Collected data
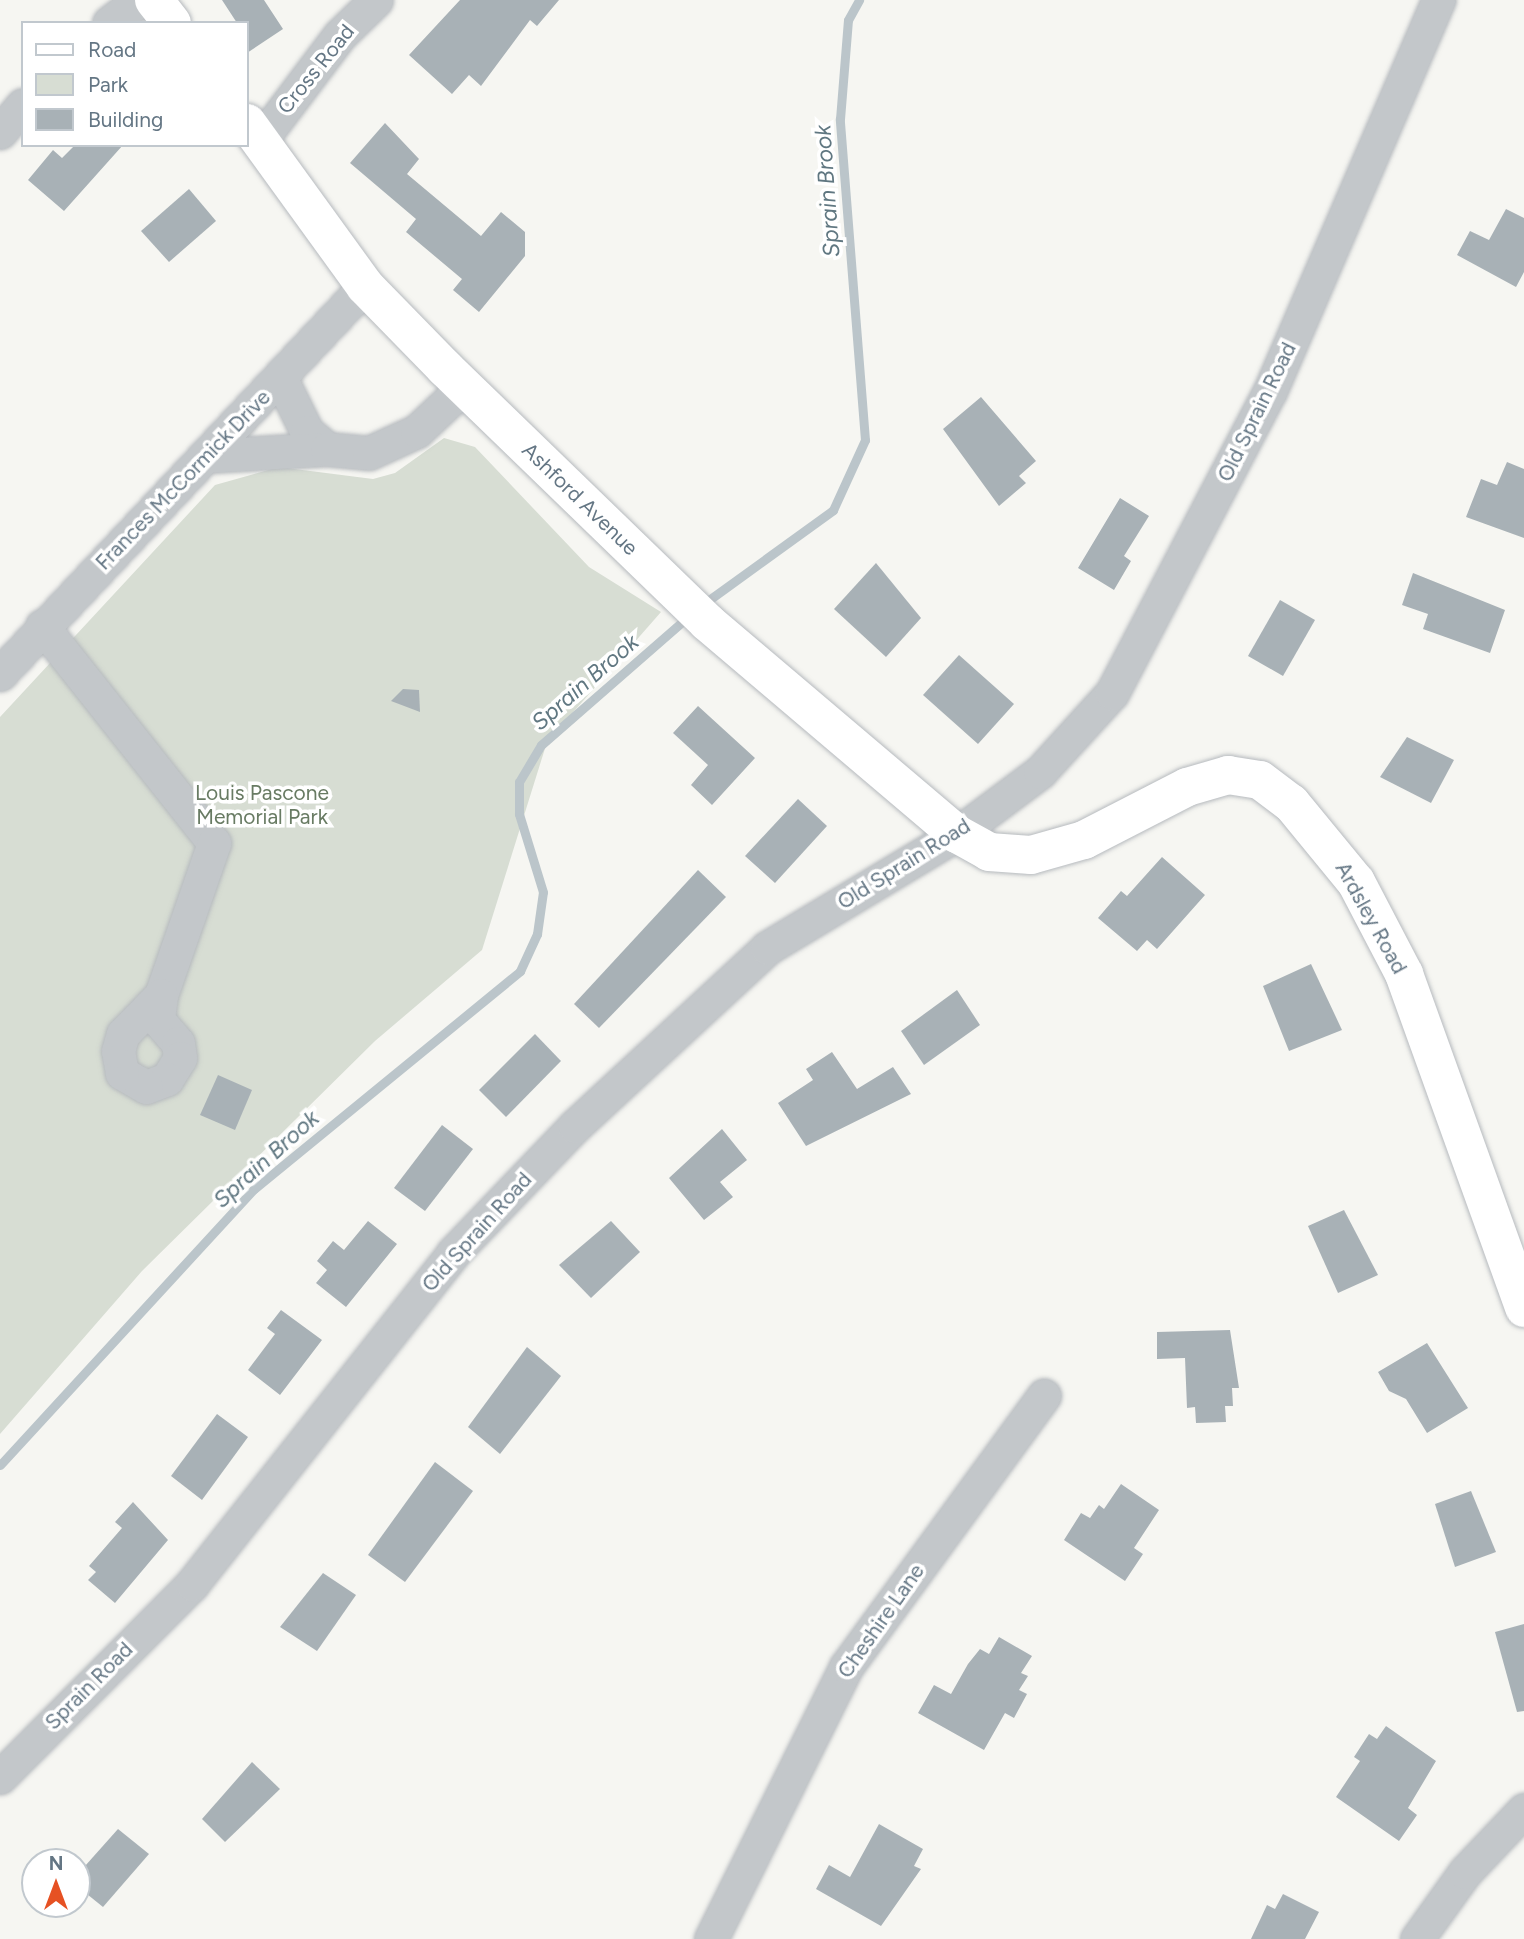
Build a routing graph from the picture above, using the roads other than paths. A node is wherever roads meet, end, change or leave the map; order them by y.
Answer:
1 (140, 0) edge
2 (155, 0) edge
3 (376, 0) edge
4 (1438, 0) edge
5 (112, 21) edge
6 (171, 21) edge
7 (21, 107) edge
8 (0, 132) edge
9 (253, 132) edge
10 (365, 286) junction
11 (281, 379) junction
12 (466, 386) junction
13 (327, 449) junction
14 (206, 456) junction
15 (42, 626) junction
16 (0, 674) edge
17 (957, 834) junction
18 (161, 995) dead end
19 (1524, 1308) edge
20 (1044, 1395) dead end
21 (179, 1597) joint
22 (0, 1777) edge
23 (1524, 1811) edge
24 (710, 1939) edge
25 (1418, 1939) edge

1 - 5 street
2 - 6 main road
3 - 9 street, Cross Road
4 - 17 street, Old Sprain Road
7 - 8 street
9 - 10 main road, Ashford Avenue
10 - 11 street, Frances McCormick Drive
10 - 12 main road, Ashford Avenue
11 - 13 street
11 - 14 street, Frances McCormick Drive
12 - 13 street
12 - 17 main road, Ashford Avenue
13 - 14 street
14 - 15 street, Frances McCormick Drive
15 - 16 street, Frances McCormick Drive
15 - 18 street
17 - 19 main road, Ardsley Road
17 - 21 street, Old Sprain Road
20 - 24 street, Cheshire Lane
21 - 22 street, Sprain Road
23 - 25 street

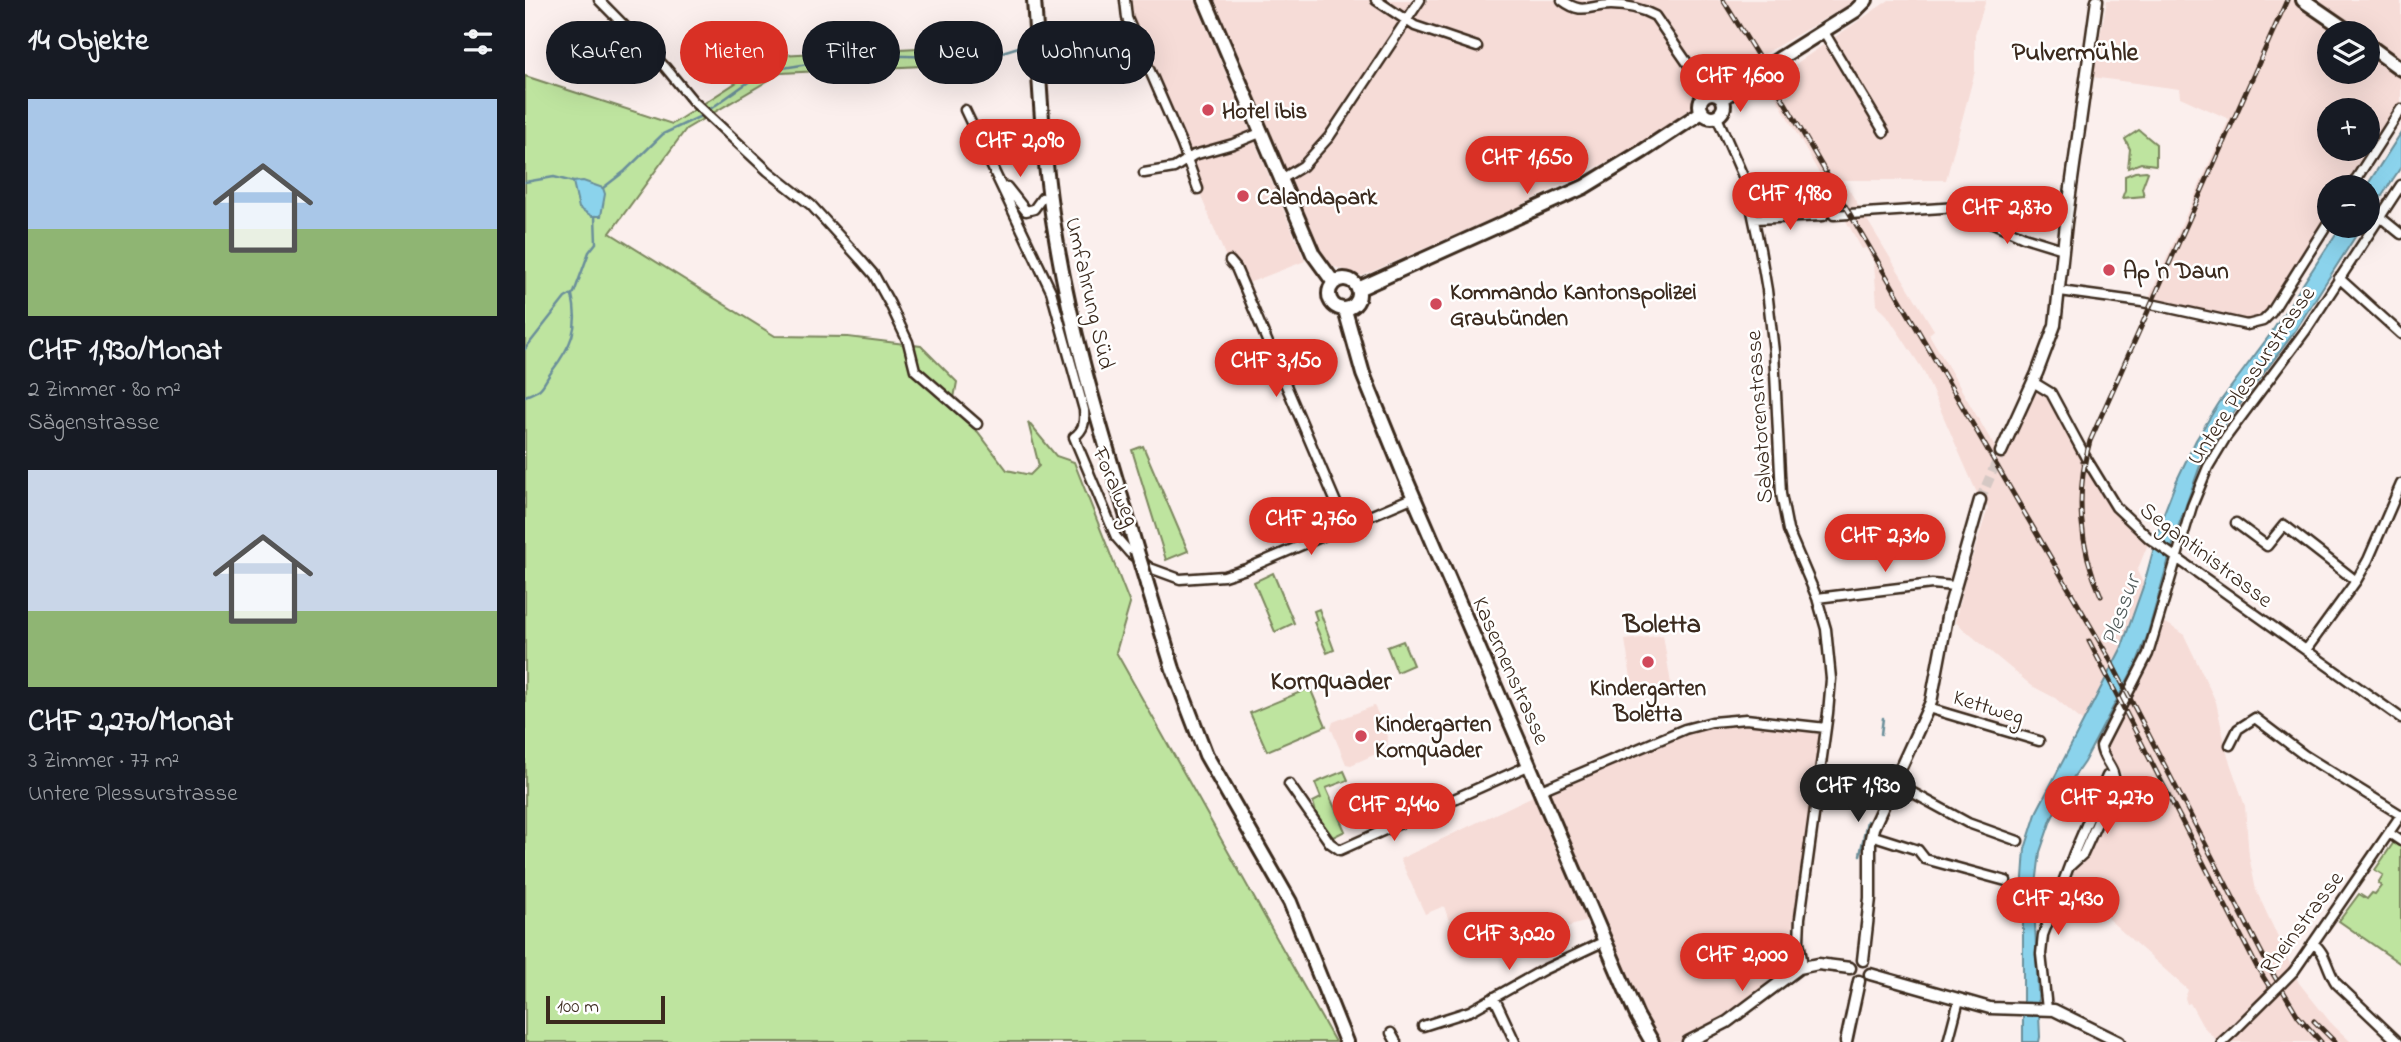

**WHAT TO PRODUCE:**
Set down the entries again without change. Leave the pictures out.

**ANSWER SPACE:**
Build a routing graph from the picture above, using the roads other than paths. A node is wherever roads meet, end, change or leave the map; order them by y.
Answer:
1 (140, 0) edge
2 (155, 0) edge
3 (376, 0) edge
4 (1438, 0) edge
5 (112, 21) edge
6 (171, 21) edge
7 (21, 107) edge
8 (0, 132) edge
9 (253, 132) edge
10 (365, 286) junction
11 (281, 379) junction
12 (466, 386) junction
13 (327, 449) junction
14 (206, 456) junction
15 (42, 626) junction
16 (0, 674) edge
17 (957, 834) junction
18 (161, 995) dead end
19 (1524, 1308) edge
20 (1044, 1395) dead end
21 (179, 1597) joint
22 (0, 1777) edge
23 (1524, 1811) edge
24 (710, 1939) edge
25 (1418, 1939) edge

1 - 5 street
2 - 6 main road
3 - 9 street, Cross Road
4 - 17 street, Old Sprain Road
7 - 8 street
9 - 10 main road, Ashford Avenue
10 - 11 street, Frances McCormick Drive
10 - 12 main road, Ashford Avenue
11 - 13 street
11 - 14 street, Frances McCormick Drive
12 - 13 street
12 - 17 main road, Ashford Avenue
13 - 14 street
14 - 15 street, Frances McCormick Drive
15 - 16 street, Frances McCormick Drive
15 - 18 street
17 - 19 main road, Ardsley Road
17 - 21 street, Old Sprain Road
20 - 24 street, Cheshire Lane
21 - 22 street, Sprain Road
23 - 25 street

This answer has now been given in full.